The connection to literacy

Speaking to the meeting of the Oregon Literary Arts, Ursula Le Guin made the strong connection between imagination, literacy, words, cultural stories and hope for the world. I find her short piece inspiring. I immediately want to take imagination for a walk.

She suggests that we need to learn to use the ‘tool of the mind’. This is an important idea for our school curriculum, and for supporting human development.

We need to learn to use it [imagination], and how to use it, like any other tool. … Young human beings need exercises in the imagination as they need exercise in all the basic skills of life, bodily and mental: for growth, for health, for competence, for joy. This need continues as long as the mind is alive. (4)

Literacy, the capacity to use words is central to this learning about and to use imagination.

We are a wordy species … Words are the wings both intellect and imagination fly on. (4)

Stories are the ways that cultures define themselves and teach their children how to be people and members of their people. She has explored these ideas in the fantasy novels, the Earthsea Trilogy. I recommend these for an imaginative quest for the significance of words and naming by a novice wizard as he journeys towards maturity and wisdom.

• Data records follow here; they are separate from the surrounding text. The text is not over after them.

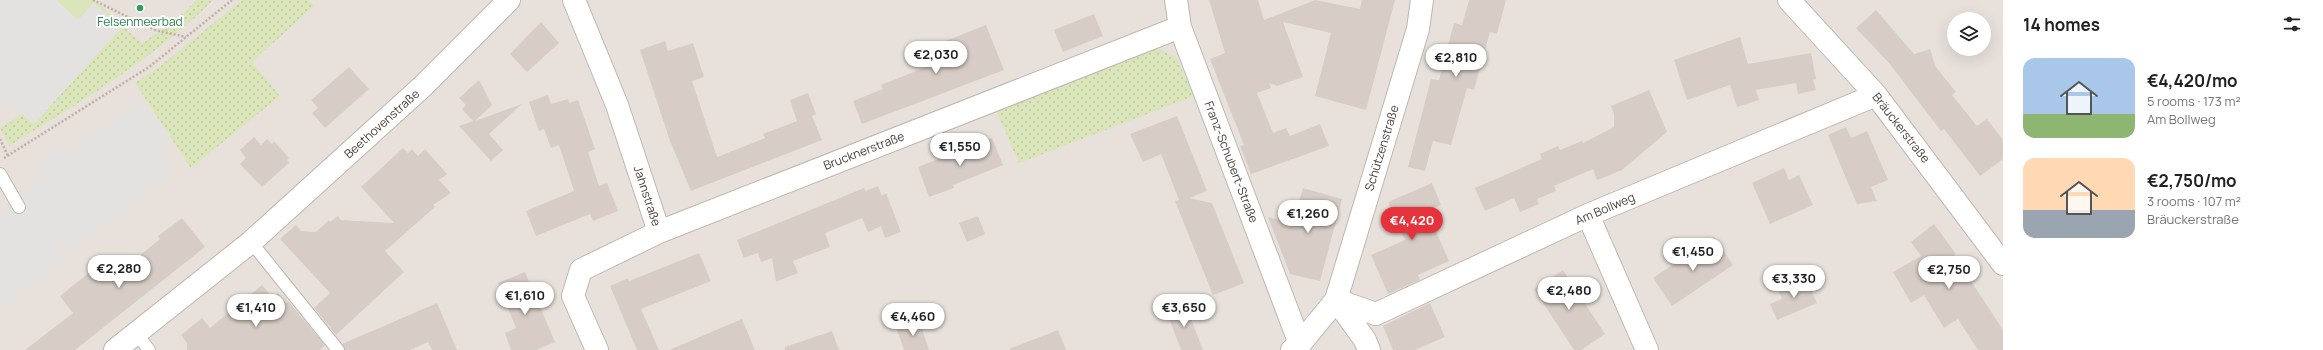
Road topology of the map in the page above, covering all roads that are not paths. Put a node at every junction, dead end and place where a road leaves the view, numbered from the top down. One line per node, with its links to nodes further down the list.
1 (509, 0): 12 (street, Beethovenstraße)
2 (574, 0): 11 (street, Jahnstraße)
3 (1176, 0): 6 (street, Franz-Schubert-Straße)
4 (1422, 0): 14 (street, Schützenstraße)
5 (1789, 0): 7 (street, Bräuckerstraße)
6 (1180, 27): 11 (street, Brucknerstraße); 16 (street, Franz-Schubert-Straße)
7 (1876, 96): 10 (street, Am Bollweg); 13 (street, Bräuckerstraße)
8 (2, 179): 9 (lane)
9 (19, 207)
10 (1588, 215): 14 (street, Am Bollweg); 21 (street)
11 (659, 232): 19 (street, Jahnstraße)
12 (251, 242): 15 (street, Beethovenstraße); 18 (lane)
13 (2003, 264)
14 (1336, 300): 16 (street, Schützenstraße); 20 (street)
15 (143, 342): 17 (street, Beethovenstraße)
16 (1296, 347)
17 (115, 350)
18 (338, 350)
19 (597, 350)
20 (1369, 350)
21 (1647, 350)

The stories of our culture, she says in the talk, provide us with a home. And therein lies the importance of reading and the understanding that using imagination is a community activity:

Reading a story, you may be told something, but you’re not being sold anything. And though you’re usually alone when you read, you are in communion with another mind. (6)

My great-grandfather referred to reading as half an hour’s conversation with a writer.

At the opening of her talk, Ursula Le Guin had referred to the instrumental view of learning and literacy summed up in this way: ‘Literacy is so you can read the operating instructions’. She ends with a revision of this view.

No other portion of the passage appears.